The time which interposes between the death of a man and the final resurrection holds souls in hidden retreats, accordingly as each is deserving of rest or of hardship, in view of what it merited when it was living in the flesh. Nor can it be denied that the souls of the dead find relief through the piety of their friends and relatives who are still alive, when the Sacrifice of the Mediator [Mass] is offered for them, or when alms are given in the Church. But these things are of profit to those who, when they were alive, merited that they might afterward be able to be helped by these things. There is a certain manner of living, neither so good that there is no need of these helps after death, nor yet so wicked that these helps are of no avail after death (ibid., 29:109).

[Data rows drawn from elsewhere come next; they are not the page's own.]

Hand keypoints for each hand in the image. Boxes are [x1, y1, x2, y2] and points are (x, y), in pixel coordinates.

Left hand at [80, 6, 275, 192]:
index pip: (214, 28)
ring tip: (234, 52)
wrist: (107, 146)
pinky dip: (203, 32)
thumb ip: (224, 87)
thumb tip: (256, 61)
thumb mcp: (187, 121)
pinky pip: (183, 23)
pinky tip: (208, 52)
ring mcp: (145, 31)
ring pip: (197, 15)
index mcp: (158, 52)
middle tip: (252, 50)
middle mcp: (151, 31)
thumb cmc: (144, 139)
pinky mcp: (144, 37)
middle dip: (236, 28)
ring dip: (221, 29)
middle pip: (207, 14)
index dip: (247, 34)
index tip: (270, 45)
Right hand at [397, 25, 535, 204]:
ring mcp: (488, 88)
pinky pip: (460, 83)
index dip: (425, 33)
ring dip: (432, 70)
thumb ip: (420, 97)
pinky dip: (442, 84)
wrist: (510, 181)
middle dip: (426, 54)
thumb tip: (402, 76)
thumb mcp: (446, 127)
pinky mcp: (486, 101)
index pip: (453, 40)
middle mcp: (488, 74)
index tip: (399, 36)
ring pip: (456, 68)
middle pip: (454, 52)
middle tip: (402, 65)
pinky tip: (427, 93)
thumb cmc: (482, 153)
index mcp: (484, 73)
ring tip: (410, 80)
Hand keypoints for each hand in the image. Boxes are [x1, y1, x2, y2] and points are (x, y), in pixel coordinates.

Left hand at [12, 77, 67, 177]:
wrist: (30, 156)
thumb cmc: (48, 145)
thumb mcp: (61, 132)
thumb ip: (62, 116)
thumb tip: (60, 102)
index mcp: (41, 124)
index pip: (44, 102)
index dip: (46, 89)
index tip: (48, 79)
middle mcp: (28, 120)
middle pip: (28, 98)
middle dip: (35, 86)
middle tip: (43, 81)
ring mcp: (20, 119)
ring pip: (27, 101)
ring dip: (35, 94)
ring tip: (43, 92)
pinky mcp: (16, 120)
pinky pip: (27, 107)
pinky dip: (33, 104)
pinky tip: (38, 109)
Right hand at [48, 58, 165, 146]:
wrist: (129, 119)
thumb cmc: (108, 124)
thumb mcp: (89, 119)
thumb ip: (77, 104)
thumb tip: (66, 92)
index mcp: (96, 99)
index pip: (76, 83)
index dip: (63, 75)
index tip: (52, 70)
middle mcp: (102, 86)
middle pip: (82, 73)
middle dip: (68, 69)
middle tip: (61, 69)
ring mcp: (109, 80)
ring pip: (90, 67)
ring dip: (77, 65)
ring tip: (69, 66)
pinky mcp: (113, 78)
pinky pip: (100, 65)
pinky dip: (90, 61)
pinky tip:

The Passion of the Holy Martyrs of Perpetua and Felicity – 202 AD
3. After a few days, while we were all praying, on a sudden, in the middle of our prayer, there came to me a word, and I named Dinocrates; and I was amazed that that name had never come into my mind until then, and I was grieved as I remembered his misfortune. And I felt myself immediately to be worthy, and to be called on to ask on his behalf. And for him I began earnestly to make supplication, and to cry with groaning to the Lord. Without delay, on that very night, this was shown to me in a vision. I saw Dinocrates going out from a gloomy place, where also there were several others, and he was parched and very thirsty, with a filthy countenance and pallid color, and the wound on his face which he had when he died. This Dinocrates had been my brother after the flesh, seven years of age, who died miserably with disease — his face being so eaten out with cancer, that his death caused repugnance to all men. For him I had made my prayer, and between him and me there was a large interval, so that neither of us could approach to the other. And moreover, in the same place where Dinocrates was, there was a pool full of water, having its brink higher than was the stature of the boy; and Dinocrates raised himself up as if to drink. And I was grieved that, although that pool held water, still, on account of the height to its brink, he could not drink. And I was upset, and knew that my brother was in suffering. But I trusted that my prayer would bring help to his suffering; and I prayed for him every day until we passed over into the prison of the camp, for we were to fight in the camp-show. Then was the birthday of Geta Cæsar, and I made my prayer for my brother day and night, groaning and weeping that he might be granted to me.
4. Then, on the day on which we remained in fetters, this was shown to me. I saw that that place which I had formerly observed to be in gloom was now bright; and Dinocrates, with a clean body well clad, was finding refreshment. And where there had been a wound, I saw a scar; and that pool which I had before seen, I saw now with its margin lowered even to the boy’s navel. And one drew water from the pool incessantly, and upon its brink was a goblet filled with water; and Dinocrates drew near and began to drink from it, and the goblet did not fail. And when he was satisfied, he went away from the water to play joyously, after the manner of children, and I awoke. Then I understood that he was translated from the place of punishment.
(The Passion of the Holy Martyrs of Perpetua and Felicity 2:3–4, 202 AD).